Данила ощутил, как кровь ударила в щеки.

— Ну, хоть на лавку поставь, — сжалилась Настасья. — То-то Федосьица обрадуется! То совсем безлошадная была, а теперь — мельничиха! Знаешь, как говорится? Не ворует мельник, а люди сами ему приносят.

Данила понял, что еще одно слово — он треснет проклятую мельницу оземь и выскочит из горницы. И таким бешеным взглядом посмотрел на развеселую куму, что и она это поняла. Как всякая девка, несказанно обрадовавшись ярости молодца, Настасья тут же пустилась на иное баловство.

— Да что ж это мы, куманек, как неродные?
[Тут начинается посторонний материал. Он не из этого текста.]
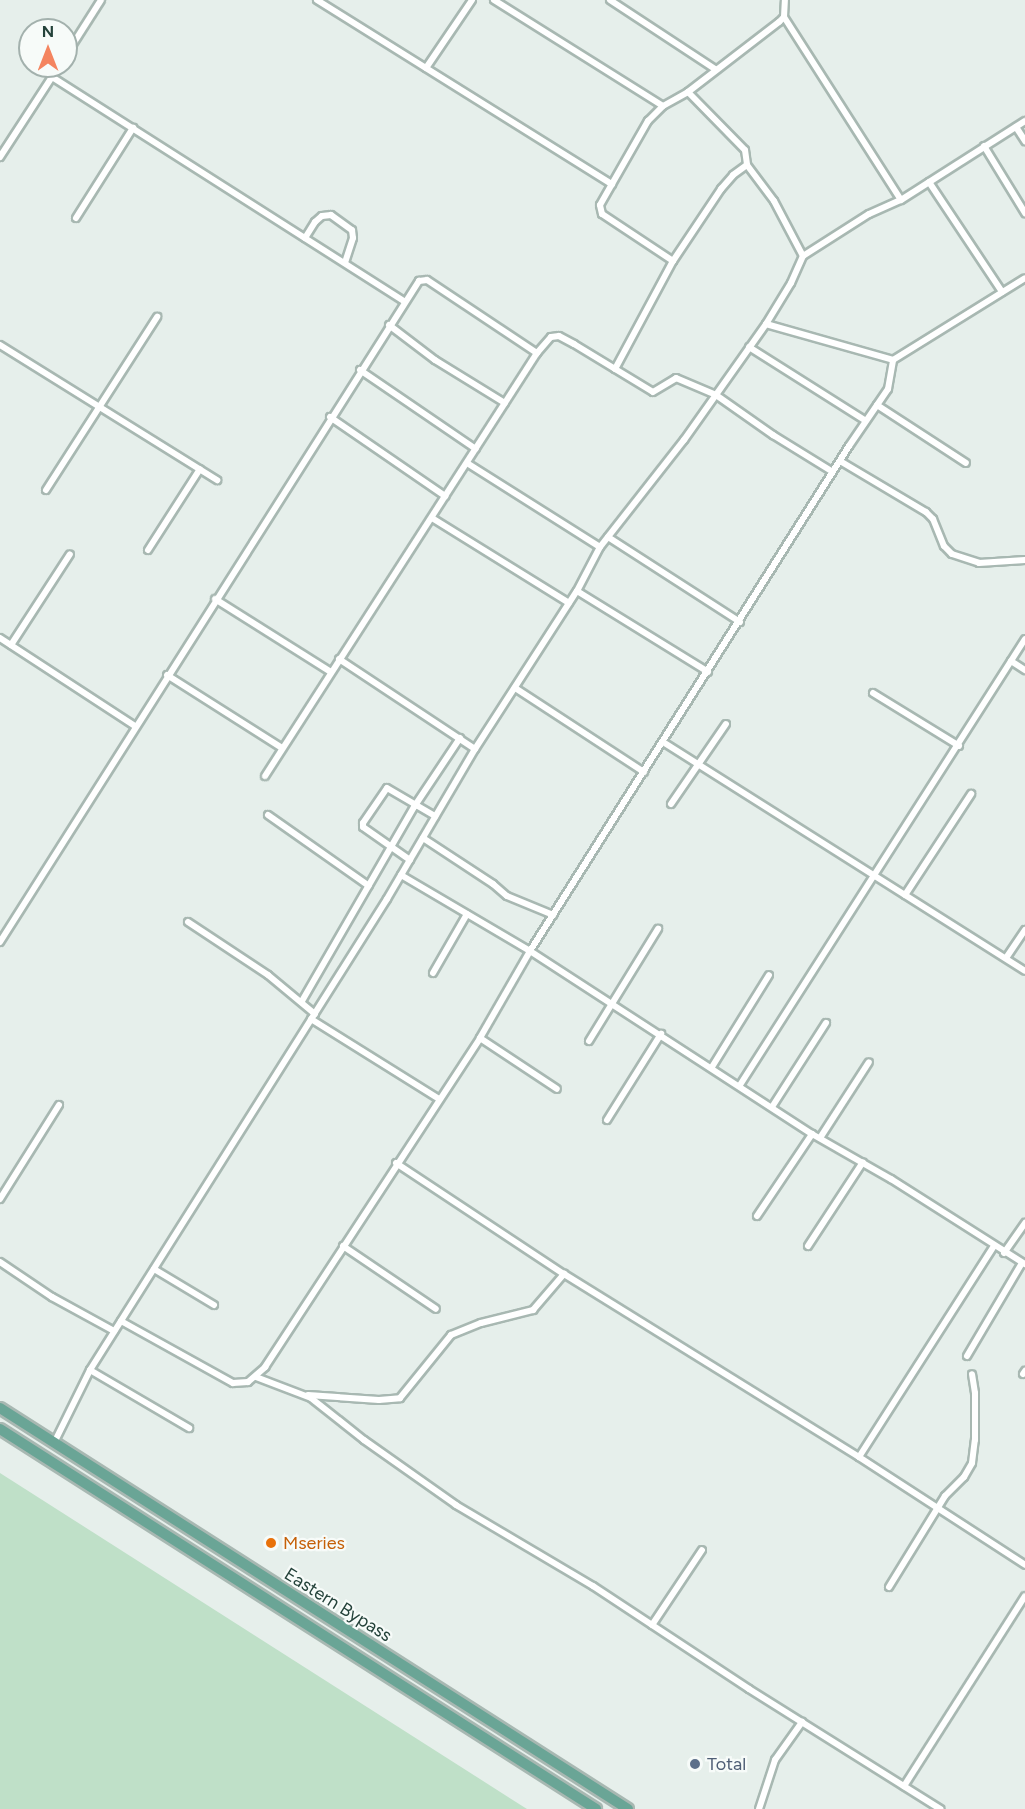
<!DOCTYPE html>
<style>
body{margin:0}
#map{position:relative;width:1025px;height:1809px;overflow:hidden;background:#e6efeb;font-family:Figtree,sans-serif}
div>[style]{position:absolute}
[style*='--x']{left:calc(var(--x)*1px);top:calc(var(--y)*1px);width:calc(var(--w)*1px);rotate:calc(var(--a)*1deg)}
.green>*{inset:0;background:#bfe0c8}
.roads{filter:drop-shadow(2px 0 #a8b8b2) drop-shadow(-2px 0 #a8b8b2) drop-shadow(0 2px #a8b8b2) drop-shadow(0 -2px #a8b8b2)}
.street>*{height:6px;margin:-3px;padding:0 3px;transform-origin:3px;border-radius:3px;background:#fff}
.primary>*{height:10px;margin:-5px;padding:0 5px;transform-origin:5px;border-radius:5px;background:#6aa596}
.dots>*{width:16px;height:16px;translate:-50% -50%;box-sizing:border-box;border:3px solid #f7fbf9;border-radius:50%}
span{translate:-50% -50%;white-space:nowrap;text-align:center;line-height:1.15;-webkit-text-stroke:4.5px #f7fbf9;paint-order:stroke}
.food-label{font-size:18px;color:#c56008}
.left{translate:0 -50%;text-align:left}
.street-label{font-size:18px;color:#24423a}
.service-label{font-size:18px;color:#4e5e75}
.north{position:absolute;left:18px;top:18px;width:60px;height:60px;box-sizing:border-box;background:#f7fbf9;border:2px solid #a3b1ad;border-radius:50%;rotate:0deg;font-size:16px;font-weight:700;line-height:24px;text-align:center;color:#24423a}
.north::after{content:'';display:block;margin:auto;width:21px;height:27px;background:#f4845f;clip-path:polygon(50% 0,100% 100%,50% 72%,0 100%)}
</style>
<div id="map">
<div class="green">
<div style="clip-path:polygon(0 1473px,527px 1809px,0 1809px)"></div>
</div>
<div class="roads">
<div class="street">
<div style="--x:317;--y:0;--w:348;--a:32"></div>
<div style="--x:494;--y:0;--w:199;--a:32.1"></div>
<div style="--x:610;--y:0;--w:126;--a:33.3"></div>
<div style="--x:784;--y:17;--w:217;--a:57.4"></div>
<div style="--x:66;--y:55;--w:65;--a:-57.5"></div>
<div style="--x:426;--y:68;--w:82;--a:-55.9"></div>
<div style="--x:52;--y:77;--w:417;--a:32.5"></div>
<div style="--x:688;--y:92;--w:81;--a:45.5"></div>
<div style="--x:745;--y:150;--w:15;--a:82"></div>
<div style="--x:747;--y:165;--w:45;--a:53.1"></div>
<div style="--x:774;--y:201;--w:62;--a:62.2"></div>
<div style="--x:1016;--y:127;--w:17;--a:57"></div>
<div style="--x:984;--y:146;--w:79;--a:58.5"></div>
<div style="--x:0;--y:157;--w:108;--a:-57"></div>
<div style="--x:929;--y:182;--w:132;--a:56.4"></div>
<div style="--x:76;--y:218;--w:107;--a:-57.7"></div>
<div style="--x:305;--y:238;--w:19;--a:-58"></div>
<div style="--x:315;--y:222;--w:9;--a:-41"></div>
<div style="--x:322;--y:216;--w:9;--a:-6"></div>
<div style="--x:331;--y:215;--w:26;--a:36"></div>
<div style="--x:352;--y:230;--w:8;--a:83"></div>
<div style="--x:353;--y:238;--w:26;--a:108"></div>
<div style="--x:673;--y:261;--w:85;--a:-146.5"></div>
<div style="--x:602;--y:214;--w:9;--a:-103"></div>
<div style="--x:600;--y:205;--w:97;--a:-60.3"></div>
<div style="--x:648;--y:121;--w:21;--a:-45"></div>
<div style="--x:663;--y:106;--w:29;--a:-29"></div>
<div style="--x:688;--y:92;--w:115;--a:-37.6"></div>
<div style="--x:779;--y:22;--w:7;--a:-45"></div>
<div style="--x:784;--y:17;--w:17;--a:-87"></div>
<div style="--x:766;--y:324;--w:132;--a:15.8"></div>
<div style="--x:893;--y:360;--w:155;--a:-31.8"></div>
<div style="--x:389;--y:325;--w:58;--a:37.3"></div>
<div style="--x:435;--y:360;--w:82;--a:31.6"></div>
<div style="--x:0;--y:345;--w:256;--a:31.9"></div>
<div style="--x:749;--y:347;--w:138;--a:32.3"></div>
<div style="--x:615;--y:369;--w:123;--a:-61.8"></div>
<div style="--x:673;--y:261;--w:87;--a:-56.3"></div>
<div style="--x:721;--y:189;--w:18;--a:-49"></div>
<div style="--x:733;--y:175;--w:17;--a:-36"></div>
<div style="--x:360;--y:370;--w:140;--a:34.3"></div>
<div style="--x:877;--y:405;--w:106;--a:33.1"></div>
<div style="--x:330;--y:417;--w:140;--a:34.5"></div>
<div style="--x:840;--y:461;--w:100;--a:30.7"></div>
<div style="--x:926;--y:512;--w:10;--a:45"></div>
<div style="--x:933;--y:519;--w:29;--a:68"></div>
<div style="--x:944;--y:546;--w:11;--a:45"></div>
<div style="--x:952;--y:554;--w:28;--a:18"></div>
<div style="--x:979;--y:563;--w:46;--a:-3.7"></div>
<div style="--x:467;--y:463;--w:157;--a:32.3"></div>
<div style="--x:46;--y:490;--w:206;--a:-57.3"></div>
<div style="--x:432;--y:518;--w:161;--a:31.8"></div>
<div style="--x:608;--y:537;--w:157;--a:32.8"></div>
<div style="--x:148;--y:550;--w:96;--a:-57.3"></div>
<div style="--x:577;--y:591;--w:154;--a:31.7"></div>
<div style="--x:215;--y:599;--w:137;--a:32.2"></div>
<div style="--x:0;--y:638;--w:161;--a:33.1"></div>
<div style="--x:11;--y:645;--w:108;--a:-57"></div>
<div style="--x:339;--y:659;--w:163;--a:33.5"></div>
<div style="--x:1011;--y:661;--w:17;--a:33"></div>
<div style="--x:167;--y:675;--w:136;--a:32.4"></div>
<div style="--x:515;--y:688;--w:154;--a:33.1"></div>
<div style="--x:873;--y:693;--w:101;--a:31.6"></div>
<div style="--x:663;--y:742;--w:428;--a:32.3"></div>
<div style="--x:265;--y:776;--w:503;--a:-57.26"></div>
<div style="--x:537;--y:353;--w:21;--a:-49"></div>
<div style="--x:551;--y:337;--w:8;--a:-7"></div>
<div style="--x:559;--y:336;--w:17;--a:28"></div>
<div style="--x:574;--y:344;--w:92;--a:31.3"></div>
<div style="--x:653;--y:392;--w:27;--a:-31"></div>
<div style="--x:676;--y:378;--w:43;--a:23"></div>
<div style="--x:716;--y:395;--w:70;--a:35.1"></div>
<div style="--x:773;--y:435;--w:70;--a:31.7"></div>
<div style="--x:671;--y:804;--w:97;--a:-55.5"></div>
<div style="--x:268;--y:815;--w:123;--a:35.1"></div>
<div style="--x:423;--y:838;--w:84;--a:33.3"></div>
<div style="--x:493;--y:884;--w:18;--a:41"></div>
<div style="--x:507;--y:896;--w:50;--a:22.4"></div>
<div style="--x:410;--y:860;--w:57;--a:-144.9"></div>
<div style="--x:363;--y:827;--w:4;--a:-90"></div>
<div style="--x:363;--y:823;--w:42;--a:-55.6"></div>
<div style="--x:387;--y:788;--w:56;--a:30.3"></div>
<div style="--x:401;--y:875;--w:150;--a:30.5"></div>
<div style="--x:530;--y:951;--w:336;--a:33"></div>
<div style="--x:812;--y:1134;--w:91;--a:29.7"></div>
<div style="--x:891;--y:1179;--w:159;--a:32.4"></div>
<div style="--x:905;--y:895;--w:121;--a:-56.8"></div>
<div style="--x:188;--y:922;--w:96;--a:33.5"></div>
<div style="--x:268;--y:975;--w:61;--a:39.7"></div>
<div style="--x:0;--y:942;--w:783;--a:-57.63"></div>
<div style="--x:419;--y:281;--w:8;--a:-7"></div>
<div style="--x:427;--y:280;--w:132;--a:33.6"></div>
<div style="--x:1006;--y:958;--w:34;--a:-56"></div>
<div style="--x:433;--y:973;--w:68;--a:-60"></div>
<div style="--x:302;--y:1001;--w:224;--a:-60"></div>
<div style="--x:414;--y:807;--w:83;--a:-56.3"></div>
<div style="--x:311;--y:1019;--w:151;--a:32"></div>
<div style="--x:480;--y:1038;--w:92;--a:33.5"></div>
<div style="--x:589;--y:1041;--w:132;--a:-58.4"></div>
<div style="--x:712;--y:1067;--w:108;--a:-58.2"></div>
<div style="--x:740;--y:1085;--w:529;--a:-57.42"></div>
<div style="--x:772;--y:1107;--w:100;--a:-57.3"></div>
<div style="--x:607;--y:1120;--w:102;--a:-57.9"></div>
<div style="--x:820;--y:1138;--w:90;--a:-57.2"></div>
<div style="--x:396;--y:1163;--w:201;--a:33.5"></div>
<div style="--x:564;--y:1274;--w:347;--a:31.8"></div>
<div style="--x:859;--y:1457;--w:198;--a:33"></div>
<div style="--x:0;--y:1199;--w:111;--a:-57.9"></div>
<div style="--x:757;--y:1216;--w:99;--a:-56.1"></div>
<div style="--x:343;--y:1246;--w:112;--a:34.1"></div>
<div style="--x:808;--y:1246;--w:100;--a:-56.8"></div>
<div style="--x:1004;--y:1253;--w:37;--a:-55"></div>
<div style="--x:0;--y:1262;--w:63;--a:33.9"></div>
<div style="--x:52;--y:1297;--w:71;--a:28.7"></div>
<div style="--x:154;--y:1269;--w:70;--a:31"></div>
<div style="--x:121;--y:1321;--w:128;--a:29"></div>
<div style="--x:233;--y:1383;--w:15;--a:-4"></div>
<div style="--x:248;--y:1382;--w:23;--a:-41"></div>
<div style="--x:265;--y:1367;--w:393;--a:-56.8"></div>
<div style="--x:480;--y:1038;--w:100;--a:-60.1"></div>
<div style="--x:530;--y:951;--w:597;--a:-57.72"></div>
<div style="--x:849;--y:446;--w:69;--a:-55.6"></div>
<div style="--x:888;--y:389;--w:29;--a:-80"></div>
<div style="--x:967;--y:1356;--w:108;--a:-59.4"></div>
<div style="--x:90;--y:1370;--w:115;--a:30.4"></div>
<div style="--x:1023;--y:1374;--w:4;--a:-56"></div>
<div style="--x:256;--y:1377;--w:59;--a:20.9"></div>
<div style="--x:311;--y:1398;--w:68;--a:38.4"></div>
<div style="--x:364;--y:1440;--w:113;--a:35.2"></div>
<div style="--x:456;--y:1505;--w:159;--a:30.6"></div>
<div style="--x:593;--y:1586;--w:187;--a:33.4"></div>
<div style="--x:749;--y:1689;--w:226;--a:32.1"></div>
<div style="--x:308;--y:1395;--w:71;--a:4"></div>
<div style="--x:379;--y:1400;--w:21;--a:-5"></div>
<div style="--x:400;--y:1398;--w:81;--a:-51"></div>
<div style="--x:451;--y:1335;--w:32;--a:-22"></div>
<div style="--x:481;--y:1323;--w:54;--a:-14"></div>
<div style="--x:533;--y:1310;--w:48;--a:-49.3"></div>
<div style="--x:54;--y:1443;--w:81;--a:-63.7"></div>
<div style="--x:90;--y:1370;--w:557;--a:-57.77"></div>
<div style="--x:387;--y:899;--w:174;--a:-59.6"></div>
<div style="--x:475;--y:749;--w:188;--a:-57.2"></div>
<div style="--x:577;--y:591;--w:50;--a:-62.4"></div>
<div style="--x:600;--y:547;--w:136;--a:-51.9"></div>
<div style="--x:684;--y:440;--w:142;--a:-54.7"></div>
<div style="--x:766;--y:324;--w:48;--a:-58.6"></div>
<div style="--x:791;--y:283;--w:30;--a:-66"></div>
<div style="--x:803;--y:256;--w:78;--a:-32.5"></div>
<div style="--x:869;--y:214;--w:35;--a:-24"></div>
<div style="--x:901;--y:200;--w:147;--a:-32.5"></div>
<div style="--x:859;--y:1457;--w:250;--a:-57.4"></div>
<div style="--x:889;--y:1587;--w:107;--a:-58.4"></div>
<div style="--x:945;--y:1496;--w:27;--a:-45"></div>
<div style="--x:964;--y:1477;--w:16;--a:-60"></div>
<div style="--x:972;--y:1463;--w:23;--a:-83"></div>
<div style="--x:975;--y:1440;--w:47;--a:-90"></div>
<div style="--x:975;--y:1393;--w:19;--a:-99"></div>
<div style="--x:652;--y:1625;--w:90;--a:-56.3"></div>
<div style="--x:904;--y:1786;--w:225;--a:-57.5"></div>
<div style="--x:759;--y:1809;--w:52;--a:-71.9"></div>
<div style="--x:775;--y:1760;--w:47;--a:-54.6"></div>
</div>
<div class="primary">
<div style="--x:0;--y:1408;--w:745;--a:32.56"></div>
<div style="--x:0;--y:1429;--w:707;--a:32.52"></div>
</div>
</div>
<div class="dots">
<div style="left:271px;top:1543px;background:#e8710a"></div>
<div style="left:695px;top:1764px;background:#5c6f8a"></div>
</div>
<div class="food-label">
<span class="left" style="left:283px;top:1543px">Mseries</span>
</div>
<div class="street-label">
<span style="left:338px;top:1605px;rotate:32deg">Eastern Bypass</span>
</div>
<div class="service-label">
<span class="left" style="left:707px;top:1764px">Total</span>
</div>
<div class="north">N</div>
</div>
Давай хоть обнимемся!

Подошла, держа Феденьку на сгибе правой руки, левой забрала мельницу, ловко ее поставила на скамью и встала — глаза в глаза с Данилой.

И тут случилось непонятное. Возможно, Настасья и сама не могла бы объяснить, как вышло, что она, заглядевшись в темные глаза парня, не нашла более ни единого веселого слова, а только молча протянула руку. Этой руке полагалось бы лечь на плечо для короткого объятия, какое и должно произойти между давно не видавшими друг друга кумом и кумой. Но Данила был в шубейке, на которой еще не растаяли снежинки. Рука, словно испугавшись сырости, как-то неуверенно протянулась вверх, выше плеча, и пальцы коснулись щеки, погладили очень осторожно, словно бы пробуя на ощупь — а есть ли она, эта щека, есть ли это неподвижное, неправильное безусое лицо, или только мерещатся…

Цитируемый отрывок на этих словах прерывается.